L’incontro

L’incontro: un «racconto da camminare» a Casaprota (RI).

Ho sviluppato l’idea di un «racconto da camminare» per combinare i due modi in cui veniamo a conoscenza di un luogo: l’esperienza fisica di trovarci in un luogo e la narrazione di storie, che dà un significato particolare al luogo stesso.

L’incontro è un racconto immaginato ma basato su un evento storico: la marcia di Garibaldi lungo la vecchia via Salaria a Roma nel 1849 per difendere la seconda Repubblica Romana contro le truppe francesi.

Il racconto, ambientato nei luoghi importanti di Casaprota, è stato pubblicato nei vari punti del borgo in cui l’azione si svolge. «Camminare il racconto» diventava quindi un’opportunità per scoprire il paese attraverso un evento storico immaginato.

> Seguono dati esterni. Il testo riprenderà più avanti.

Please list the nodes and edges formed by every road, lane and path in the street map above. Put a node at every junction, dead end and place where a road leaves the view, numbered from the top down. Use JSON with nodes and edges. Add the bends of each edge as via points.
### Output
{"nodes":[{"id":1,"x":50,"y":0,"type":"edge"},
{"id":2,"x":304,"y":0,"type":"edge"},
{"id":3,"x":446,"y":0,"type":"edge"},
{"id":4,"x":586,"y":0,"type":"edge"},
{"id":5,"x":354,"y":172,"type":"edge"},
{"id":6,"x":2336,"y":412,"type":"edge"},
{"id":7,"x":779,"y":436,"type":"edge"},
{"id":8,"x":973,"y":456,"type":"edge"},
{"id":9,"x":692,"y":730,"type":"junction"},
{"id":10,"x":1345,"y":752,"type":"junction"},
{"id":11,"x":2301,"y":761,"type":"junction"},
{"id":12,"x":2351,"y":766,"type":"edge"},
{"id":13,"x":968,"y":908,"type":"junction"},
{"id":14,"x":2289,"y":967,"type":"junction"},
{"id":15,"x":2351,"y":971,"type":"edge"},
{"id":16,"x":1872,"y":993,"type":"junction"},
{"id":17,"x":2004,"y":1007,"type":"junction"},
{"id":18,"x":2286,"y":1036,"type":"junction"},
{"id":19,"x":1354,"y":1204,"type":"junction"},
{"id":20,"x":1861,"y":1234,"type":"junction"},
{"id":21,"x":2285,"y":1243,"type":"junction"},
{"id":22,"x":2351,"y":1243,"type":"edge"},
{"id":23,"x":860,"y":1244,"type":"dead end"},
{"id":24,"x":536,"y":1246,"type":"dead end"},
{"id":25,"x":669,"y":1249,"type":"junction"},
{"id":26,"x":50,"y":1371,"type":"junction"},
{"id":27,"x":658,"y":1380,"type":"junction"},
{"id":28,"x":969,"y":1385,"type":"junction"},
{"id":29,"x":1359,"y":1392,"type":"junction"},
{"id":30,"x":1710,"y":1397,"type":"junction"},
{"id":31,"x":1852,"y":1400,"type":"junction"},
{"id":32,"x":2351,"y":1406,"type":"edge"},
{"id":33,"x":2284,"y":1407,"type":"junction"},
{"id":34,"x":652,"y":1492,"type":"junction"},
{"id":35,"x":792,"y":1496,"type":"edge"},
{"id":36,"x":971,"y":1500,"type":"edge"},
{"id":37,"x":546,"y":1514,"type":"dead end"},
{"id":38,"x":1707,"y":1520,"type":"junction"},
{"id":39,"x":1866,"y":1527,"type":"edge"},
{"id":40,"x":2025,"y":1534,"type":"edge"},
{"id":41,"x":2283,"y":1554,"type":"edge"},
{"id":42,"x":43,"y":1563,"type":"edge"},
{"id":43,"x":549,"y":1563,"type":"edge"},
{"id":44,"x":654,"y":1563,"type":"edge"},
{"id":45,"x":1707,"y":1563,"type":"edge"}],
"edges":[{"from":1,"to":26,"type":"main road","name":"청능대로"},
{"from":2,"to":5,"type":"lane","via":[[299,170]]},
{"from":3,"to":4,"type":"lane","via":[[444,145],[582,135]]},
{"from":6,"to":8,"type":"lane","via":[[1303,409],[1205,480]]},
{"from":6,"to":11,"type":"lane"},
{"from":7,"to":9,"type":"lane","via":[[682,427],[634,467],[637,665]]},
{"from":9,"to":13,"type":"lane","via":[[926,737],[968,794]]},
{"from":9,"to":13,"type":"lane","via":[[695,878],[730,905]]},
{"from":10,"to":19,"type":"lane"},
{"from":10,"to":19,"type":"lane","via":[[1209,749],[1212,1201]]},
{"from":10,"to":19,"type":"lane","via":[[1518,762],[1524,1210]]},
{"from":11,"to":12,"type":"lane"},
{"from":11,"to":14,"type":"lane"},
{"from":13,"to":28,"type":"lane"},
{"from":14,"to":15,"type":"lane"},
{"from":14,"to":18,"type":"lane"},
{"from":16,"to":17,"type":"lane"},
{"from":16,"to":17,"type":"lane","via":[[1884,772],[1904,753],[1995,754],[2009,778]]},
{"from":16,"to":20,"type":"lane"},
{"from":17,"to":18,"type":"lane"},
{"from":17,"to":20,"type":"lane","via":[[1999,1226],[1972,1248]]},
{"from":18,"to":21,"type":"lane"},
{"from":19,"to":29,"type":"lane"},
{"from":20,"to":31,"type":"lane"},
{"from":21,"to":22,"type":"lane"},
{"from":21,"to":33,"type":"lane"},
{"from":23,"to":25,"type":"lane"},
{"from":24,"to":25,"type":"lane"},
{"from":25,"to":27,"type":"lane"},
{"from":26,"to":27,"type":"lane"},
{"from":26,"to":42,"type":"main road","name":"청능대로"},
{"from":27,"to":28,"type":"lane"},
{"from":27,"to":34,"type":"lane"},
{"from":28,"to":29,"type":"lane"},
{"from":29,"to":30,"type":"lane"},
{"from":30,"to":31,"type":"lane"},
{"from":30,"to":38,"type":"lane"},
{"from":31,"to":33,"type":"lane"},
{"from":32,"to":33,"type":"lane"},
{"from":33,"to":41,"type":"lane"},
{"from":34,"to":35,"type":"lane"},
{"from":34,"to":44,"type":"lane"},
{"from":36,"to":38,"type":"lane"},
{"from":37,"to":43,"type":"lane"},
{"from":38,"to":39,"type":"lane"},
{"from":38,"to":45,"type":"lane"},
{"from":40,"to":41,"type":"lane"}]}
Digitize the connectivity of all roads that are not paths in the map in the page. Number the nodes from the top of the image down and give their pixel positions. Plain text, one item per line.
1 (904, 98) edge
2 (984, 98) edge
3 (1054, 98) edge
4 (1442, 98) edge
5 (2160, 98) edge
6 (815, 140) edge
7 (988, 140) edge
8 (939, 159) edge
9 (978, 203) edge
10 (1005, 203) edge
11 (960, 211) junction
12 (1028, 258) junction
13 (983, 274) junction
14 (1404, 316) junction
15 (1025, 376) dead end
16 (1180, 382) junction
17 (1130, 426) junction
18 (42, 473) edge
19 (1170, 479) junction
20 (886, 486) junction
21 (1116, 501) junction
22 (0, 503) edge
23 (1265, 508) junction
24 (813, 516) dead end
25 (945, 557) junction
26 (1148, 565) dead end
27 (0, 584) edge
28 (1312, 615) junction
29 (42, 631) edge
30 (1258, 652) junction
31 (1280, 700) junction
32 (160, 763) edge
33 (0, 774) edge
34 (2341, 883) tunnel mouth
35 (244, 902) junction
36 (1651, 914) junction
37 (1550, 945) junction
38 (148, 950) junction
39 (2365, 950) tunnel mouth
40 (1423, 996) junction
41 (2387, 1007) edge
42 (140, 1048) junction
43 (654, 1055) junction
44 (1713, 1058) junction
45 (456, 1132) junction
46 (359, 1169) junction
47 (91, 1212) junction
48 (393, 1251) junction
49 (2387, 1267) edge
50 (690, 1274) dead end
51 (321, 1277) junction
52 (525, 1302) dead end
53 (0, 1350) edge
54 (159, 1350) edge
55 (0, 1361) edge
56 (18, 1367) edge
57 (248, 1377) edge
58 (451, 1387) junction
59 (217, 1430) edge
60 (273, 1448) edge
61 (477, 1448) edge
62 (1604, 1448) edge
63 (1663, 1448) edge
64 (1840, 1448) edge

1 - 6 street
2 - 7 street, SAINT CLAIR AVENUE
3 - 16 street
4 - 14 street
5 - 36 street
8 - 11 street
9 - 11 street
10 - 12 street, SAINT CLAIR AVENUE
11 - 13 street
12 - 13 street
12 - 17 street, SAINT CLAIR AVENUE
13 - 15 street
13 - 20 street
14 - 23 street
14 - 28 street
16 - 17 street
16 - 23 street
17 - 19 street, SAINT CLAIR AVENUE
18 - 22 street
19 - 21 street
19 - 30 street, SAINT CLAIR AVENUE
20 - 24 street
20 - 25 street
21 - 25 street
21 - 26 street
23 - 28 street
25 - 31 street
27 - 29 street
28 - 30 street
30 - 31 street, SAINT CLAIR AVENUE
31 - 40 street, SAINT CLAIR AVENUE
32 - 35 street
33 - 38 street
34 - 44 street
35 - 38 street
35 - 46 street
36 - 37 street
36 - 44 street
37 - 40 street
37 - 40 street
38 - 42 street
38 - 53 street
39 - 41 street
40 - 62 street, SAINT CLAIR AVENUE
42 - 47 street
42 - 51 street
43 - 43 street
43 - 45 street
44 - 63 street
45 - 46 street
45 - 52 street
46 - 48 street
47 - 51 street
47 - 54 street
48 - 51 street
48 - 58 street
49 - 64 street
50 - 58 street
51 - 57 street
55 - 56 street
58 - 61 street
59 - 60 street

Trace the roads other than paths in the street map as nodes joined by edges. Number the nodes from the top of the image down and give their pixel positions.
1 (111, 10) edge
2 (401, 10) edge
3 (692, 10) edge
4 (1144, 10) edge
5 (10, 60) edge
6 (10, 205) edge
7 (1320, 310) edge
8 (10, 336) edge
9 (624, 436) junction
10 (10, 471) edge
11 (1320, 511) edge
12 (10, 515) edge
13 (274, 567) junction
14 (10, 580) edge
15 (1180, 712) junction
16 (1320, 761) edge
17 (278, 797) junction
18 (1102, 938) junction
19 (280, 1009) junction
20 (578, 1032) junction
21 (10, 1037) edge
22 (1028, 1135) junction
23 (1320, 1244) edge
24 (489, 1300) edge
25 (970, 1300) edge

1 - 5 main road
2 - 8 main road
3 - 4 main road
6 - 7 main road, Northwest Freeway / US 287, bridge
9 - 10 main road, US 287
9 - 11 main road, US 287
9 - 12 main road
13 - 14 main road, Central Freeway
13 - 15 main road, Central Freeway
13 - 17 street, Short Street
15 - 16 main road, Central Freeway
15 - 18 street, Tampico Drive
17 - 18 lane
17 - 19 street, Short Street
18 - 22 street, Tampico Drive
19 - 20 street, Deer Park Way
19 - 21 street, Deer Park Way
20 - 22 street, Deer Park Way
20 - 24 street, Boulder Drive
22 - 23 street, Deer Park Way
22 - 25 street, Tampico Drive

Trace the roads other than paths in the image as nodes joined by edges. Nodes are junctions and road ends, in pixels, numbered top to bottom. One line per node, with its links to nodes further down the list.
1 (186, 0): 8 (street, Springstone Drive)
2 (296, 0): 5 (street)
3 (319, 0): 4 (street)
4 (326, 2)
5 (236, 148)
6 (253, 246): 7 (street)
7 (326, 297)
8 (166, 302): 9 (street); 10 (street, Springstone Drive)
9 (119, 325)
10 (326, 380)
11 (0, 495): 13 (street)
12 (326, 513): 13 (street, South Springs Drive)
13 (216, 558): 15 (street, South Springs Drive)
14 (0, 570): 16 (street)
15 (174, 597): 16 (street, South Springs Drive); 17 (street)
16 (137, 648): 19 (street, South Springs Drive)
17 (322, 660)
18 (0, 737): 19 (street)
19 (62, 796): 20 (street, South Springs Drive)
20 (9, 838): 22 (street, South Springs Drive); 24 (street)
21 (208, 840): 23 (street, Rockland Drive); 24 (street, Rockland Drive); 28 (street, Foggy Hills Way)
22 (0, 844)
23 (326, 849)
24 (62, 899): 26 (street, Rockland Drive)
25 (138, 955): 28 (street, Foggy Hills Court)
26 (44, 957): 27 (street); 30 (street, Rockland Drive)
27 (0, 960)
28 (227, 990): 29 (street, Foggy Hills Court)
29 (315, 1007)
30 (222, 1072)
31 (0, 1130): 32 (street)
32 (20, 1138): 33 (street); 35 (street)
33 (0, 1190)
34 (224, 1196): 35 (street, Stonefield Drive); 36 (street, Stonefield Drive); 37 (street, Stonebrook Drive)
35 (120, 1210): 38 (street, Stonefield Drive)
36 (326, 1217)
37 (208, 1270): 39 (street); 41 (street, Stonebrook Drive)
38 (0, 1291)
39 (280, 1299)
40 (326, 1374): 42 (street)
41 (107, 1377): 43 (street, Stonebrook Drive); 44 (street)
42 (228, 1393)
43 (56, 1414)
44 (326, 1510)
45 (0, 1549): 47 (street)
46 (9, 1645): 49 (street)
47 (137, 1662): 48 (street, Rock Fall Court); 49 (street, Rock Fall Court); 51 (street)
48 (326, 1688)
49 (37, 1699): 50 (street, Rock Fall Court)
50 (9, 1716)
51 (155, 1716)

É stato installato nel borgo durante una residenza d’artista al Palazzo del Gatto di SabinARTi, è presentato la sera del 27 maggio 2017. Circa quaranta persone, guidate da due tamburini, hanno «camminato il racconto», letto da due attori.

Lo sviluppo del progetto è stato registrato in un blog in italiano e inglese.

È una bella giornata primaverile nell’anno di nostro Signore 1849, nella breve vita della Repubblica Romana. Un gruppo di soldati arriva in un villaggio della Sabina, alla ricerca di giovani volontari da arruolare per combattere con Garibaldi contro le truppe francesi, in difesa della nuova repubblica. Segue un breve incontro tra i soldati e i paesani, che hanno esperienze e storie diverse, e idee di appartenenza contrastanti.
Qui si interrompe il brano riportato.